What I would thus like to conclude is that religion is symptomatic of the speculative project of metaphysics. Religion is what comes forth to supplement metaphysics when metaphysics sets existence to the side. If this hypothesis is true, then it follows that the choice of philosophy over religion– a choice we presumably all make as philosophers –cannot be completed by demonstrating that philosophy is the “rational” choice over religion, nor that the claims of religion are inadequate as descriptions of reality. Rather, philosophy only surmounts religion in completing its project of thinking being. Yet this project can only be successful where the science of being or metaphysics is not simply the thought of existentially neutral being as structure of abstract and indifferent possibility. Rather, philosophy must also think existence. However, if the speculative project of philosophy is only complete in thinking both existence and being and their relation, this entails that there is a paradox at the heart of metaphysics.
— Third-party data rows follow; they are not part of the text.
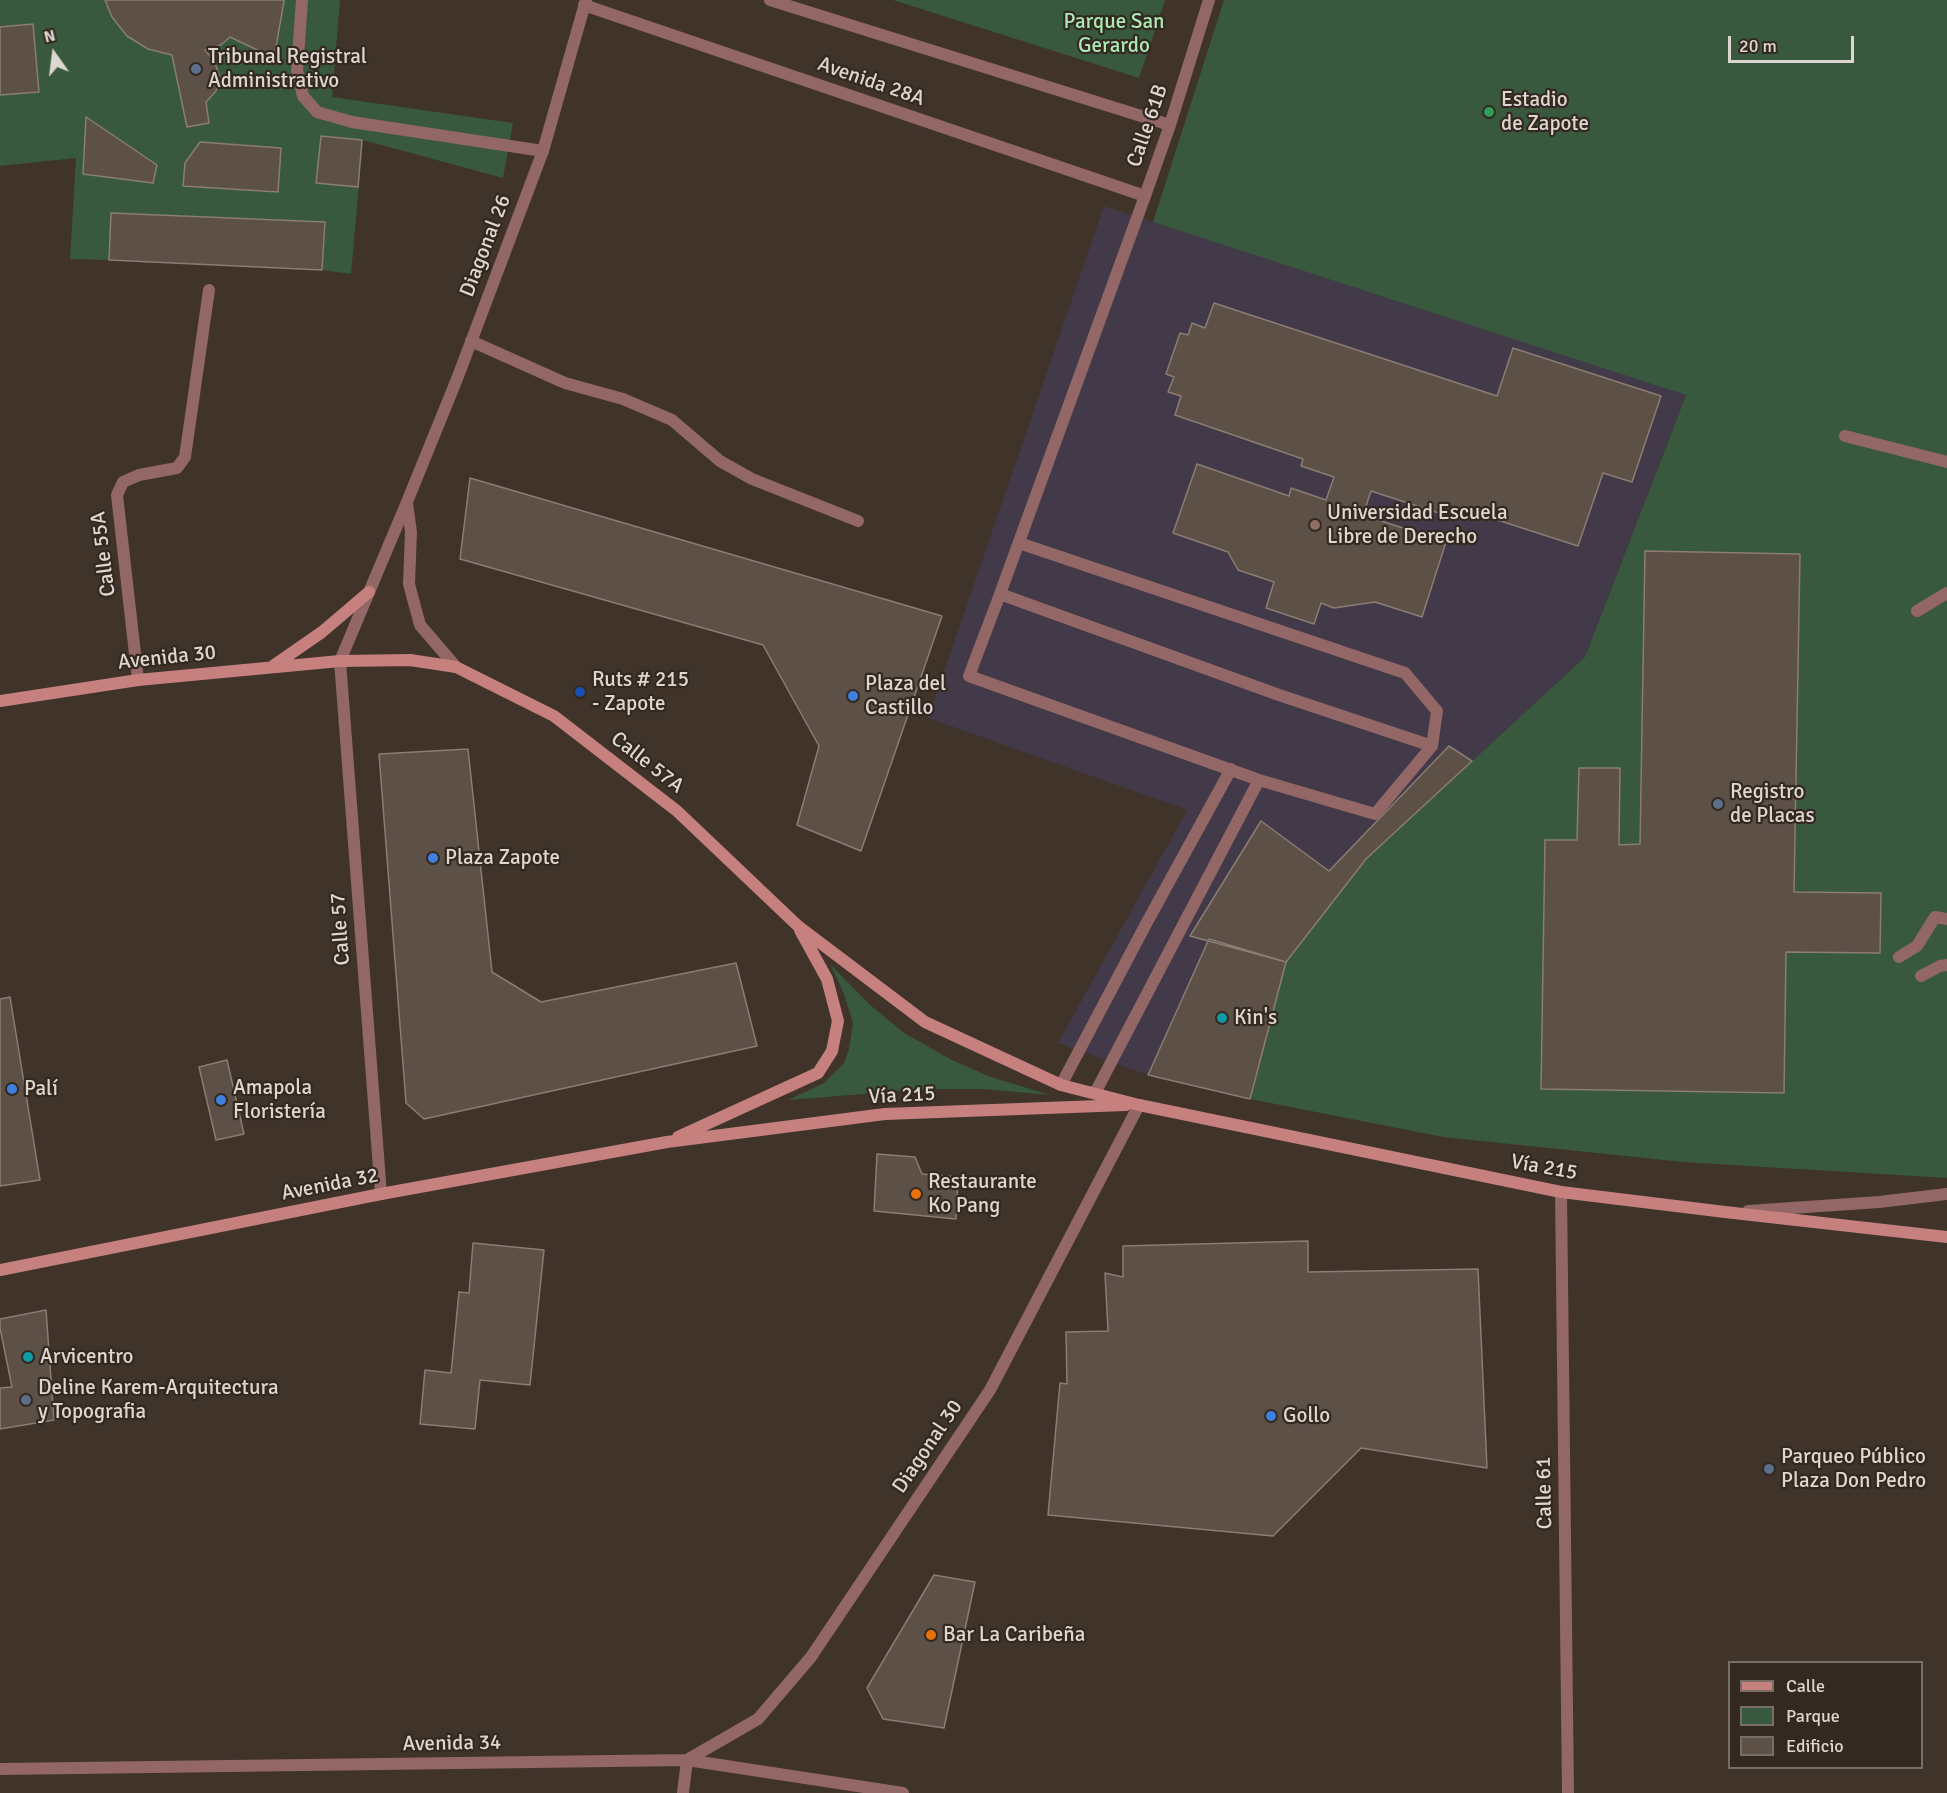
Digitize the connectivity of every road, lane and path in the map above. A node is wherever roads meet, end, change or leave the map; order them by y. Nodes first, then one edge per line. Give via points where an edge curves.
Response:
1 (302, 0) edge
2 (770, 0) edge
3 (1209, 0) edge
4 (585, 3) edge
5 (1170, 125) junction
6 (543, 151) junction
7 (1145, 196) junction
8 (209, 290) dead end
9 (471, 340) junction
10 (1845, 436) dead end
11 (1947, 462) edge
12 (407, 502) junction
13 (858, 522) dead end
14 (1019, 543) junction
15 (369, 592) junction
16 (1947, 593) edge
17 (1000, 594) junction
18 (1917, 611) dead end
19 (340, 661) junction
20 (272, 667) junction
21 (456, 667) junction
22 (138, 680) junction
23 (0, 700) edge
24 (1432, 746) junction
25 (1231, 769) junction
26 (1259, 780) junction
27 (1941, 918) edge
28 (798, 926) junction
29 (1899, 957) dead end
30 (1947, 965) edge
31 (1922, 976) dead end
32 (1061, 1085) junction
33 (1095, 1093) junction
34 (1139, 1105) junction
35 (667, 1142) junction
36 (1561, 1192) junction
37 (381, 1194) junction
38 (1947, 1194) edge
39 (1725, 1212) junction
40 (1947, 1237) edge
41 (0, 1270) edge
42 (687, 1760) junction
43 (0, 1769) edge
44 (683, 1793) edge
45 (903, 1793) edge
46 (1568, 1793) edge

1 - 6 street via 297,70 303,96 317,112 352,122
2 - 5 street
3 - 5 street, Calle 61B
4 - 6 street, Diagonal 26
4 - 7 street, Avenida 28A
5 - 7 street, Calle 61B
6 - 9 street, Diagonal 26
7 - 14 street, Calle 61B
8 - 22 street, Calle 55A via 185,457 177,468 123,482 117,495
9 - 12 street, Diagonal 26
9 - 13 street via 565,383 623,399 672,420 720,461 752,479
10 - 11 street
12 - 15 street, Diagonal 26
12 - 21 street, Diagonal 26 via 411,532 409,584 420,625
14 - 17 street, Calle 61B
14 - 24 street via 1405,673 1437,711
15 - 19 street, Diagonal 26
15 - 20 main road
16 - 18 street
17 - 24 street
17 - 25 street, Calle 61B via 969,676
19 - 20 main road, Avenida 30
19 - 21 main road, Calle 57A via 410,660
19 - 37 street, Calle 57
20 - 22 main road, Avenida 30
21 - 28 main road, Calle 57A via 554,716 677,811
22 - 23 main road, Avenida 30
24 - 26 street via 1375,814
25 - 26 street
25 - 32 street
26 - 33 street
27 - 29 street via 1917,946
28 - 32 main road, Vía 215 via 925,1022
28 - 35 main road via 827,979 837,1021 832,1051 818,1073
30 - 31 street
32 - 33 main road, Vía 215
33 - 34 main road, Vía 215
34 - 35 main road, Vía 215 via 885,1114
34 - 36 main road, Vía 215
34 - 42 street, Diagonal 30 via 990,1390 811,1657 758,1719
35 - 37 main road, Avenida 32
36 - 39 main road, Vía 215
36 - 46 street, Calle 61
37 - 41 main road, Avenida 32
38 - 39 street
39 - 40 main road, Vía 215
42 - 43 street, Avenida 34
42 - 44 street
42 - 45 street, Avenida 34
For in striving to think existence, philosophy must think that which is anterior to all thought, that which cannot be represented, and that which evades all conceptual determination. If the speculative project of philosophy is to be completed philosophy must think that which cannot be thought or the unthinkable. Such is the move beyond correlationism and the condition under which it might be possible to exorcise the endlessly returning specter of religion. How this might be done, I don’t know, but such seems to be the projecting uniting all variants of speculative realism.